In an obvious attempt to strengthen SBM's claim, Dubose adds in his Affidavit (at ¶ 26) that: "After the transaction failed to close, I learned that around the same time that the BCA was being finalized, Mr. Macario was negotiating a side agreement that would have provided him with a significant share of the proceeds from the Bond's sale. That agreement, if executed, would have given Mr. Macario powerful incentive to sell the Bond to the highest bidder, regardless of the BCA's terms." Again, the claim is completely conclusory and lacks evidentiary value, as it may consist on nothing more than inadmissible hearsay referring to a purported agreement that may never have been executed and the terms of which are not known.
Dubose does say at the beginning of his affidavit that "I have read the contents of the Complaint that was filed in this action and affirm that its allegations are true to my knowledge, except for the matters alleged on information and belief, which I believe to be true." But the Complaint, which is not verified, is as conclusory as the Affidavit and fails to establish that Macario was doing anything more than acting as Oliviera's translator. If anything, the Complaint's allegations undermine SBM's claim by alleging (at ¶16) that, "at the end of October, days before the BCA was signed, the Defendant, Macario, entered into a Joint Venture Agreement with Oliveira wherein Macario would receive a portion of the proceeds of Oliveira's sale of the Bond to the Trust." Nowhere is that alleged JV Agreement provided or explained in any detail, and SBM does not even confirm if there is a writing. More significantly, though, the purpose of the alleged JV Agreement may well have been to give Macario an incentive and/or compensation to help Oliviera complete the Bond sale to SBM pursuant to the BCA, and not necessarily to sell the Bond to a third-party as alleged in the motion.
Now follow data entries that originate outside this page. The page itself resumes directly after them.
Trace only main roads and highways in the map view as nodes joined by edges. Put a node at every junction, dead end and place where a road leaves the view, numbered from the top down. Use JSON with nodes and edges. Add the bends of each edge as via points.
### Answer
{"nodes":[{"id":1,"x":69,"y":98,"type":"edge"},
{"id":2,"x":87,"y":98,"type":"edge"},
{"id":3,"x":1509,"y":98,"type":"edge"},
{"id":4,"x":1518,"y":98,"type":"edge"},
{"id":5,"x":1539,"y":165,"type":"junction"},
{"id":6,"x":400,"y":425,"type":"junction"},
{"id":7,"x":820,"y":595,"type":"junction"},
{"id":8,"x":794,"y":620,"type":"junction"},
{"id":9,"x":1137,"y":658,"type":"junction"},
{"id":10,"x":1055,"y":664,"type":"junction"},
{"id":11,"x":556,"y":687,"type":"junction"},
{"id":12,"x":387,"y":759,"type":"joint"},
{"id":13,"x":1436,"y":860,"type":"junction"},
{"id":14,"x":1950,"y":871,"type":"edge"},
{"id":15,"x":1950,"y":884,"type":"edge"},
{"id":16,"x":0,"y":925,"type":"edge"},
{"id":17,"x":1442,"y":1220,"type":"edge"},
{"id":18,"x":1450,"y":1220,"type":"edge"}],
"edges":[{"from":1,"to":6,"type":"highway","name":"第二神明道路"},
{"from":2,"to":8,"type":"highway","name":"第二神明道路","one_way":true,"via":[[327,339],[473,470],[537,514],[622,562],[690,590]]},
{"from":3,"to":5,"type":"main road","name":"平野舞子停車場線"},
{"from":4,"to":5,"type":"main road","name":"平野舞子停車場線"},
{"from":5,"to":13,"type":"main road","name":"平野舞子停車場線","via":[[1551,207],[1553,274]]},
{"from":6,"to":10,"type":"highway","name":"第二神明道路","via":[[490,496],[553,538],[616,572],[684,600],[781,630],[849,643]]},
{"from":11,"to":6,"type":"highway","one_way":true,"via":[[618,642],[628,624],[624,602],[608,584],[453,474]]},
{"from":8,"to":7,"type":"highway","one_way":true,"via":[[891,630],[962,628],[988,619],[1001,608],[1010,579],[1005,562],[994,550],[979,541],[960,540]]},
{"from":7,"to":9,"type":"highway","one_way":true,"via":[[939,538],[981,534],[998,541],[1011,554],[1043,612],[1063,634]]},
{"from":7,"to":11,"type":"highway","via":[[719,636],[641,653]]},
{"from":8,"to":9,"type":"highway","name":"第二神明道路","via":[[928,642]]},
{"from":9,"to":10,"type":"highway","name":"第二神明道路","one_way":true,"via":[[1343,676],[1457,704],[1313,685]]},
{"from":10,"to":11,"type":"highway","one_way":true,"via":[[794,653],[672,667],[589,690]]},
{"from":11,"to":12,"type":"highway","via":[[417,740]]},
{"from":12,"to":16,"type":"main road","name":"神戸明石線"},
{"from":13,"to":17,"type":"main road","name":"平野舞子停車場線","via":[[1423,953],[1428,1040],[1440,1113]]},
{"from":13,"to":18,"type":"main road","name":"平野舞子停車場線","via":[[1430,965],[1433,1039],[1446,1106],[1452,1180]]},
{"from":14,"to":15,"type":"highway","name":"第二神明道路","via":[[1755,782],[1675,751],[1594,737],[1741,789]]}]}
In sum, the evidence offered by SBM fails to prove the facts in admissible form to establish the cause of action of tortious interference with contract (see CPLR 3215). Although the law does not require it, the Court will give SBM one final opportunity to prove its claims, but only one such motion may be made in an effort to conclude this action. Specifically, SBM may move again on notice to Macario for a default judgment, but SBM must seek relief on all four causes of action in the Complaint or withdraw any cause of action that is not addressed. The motion shall be filed within the next thirty days to avoid dismissal of the action. If SBM is unable to obtain the necessary proof and timely file the motion, the Court will accept a Notice of Discontinuance.
Accordingly, plaintiffs motion for a default judgment is denied without prejudice to renewal on proper papers within thirty days. A status conference is scheduled for April 7, 2022 at 10:30 a.m. to confirm the status of the proceedings.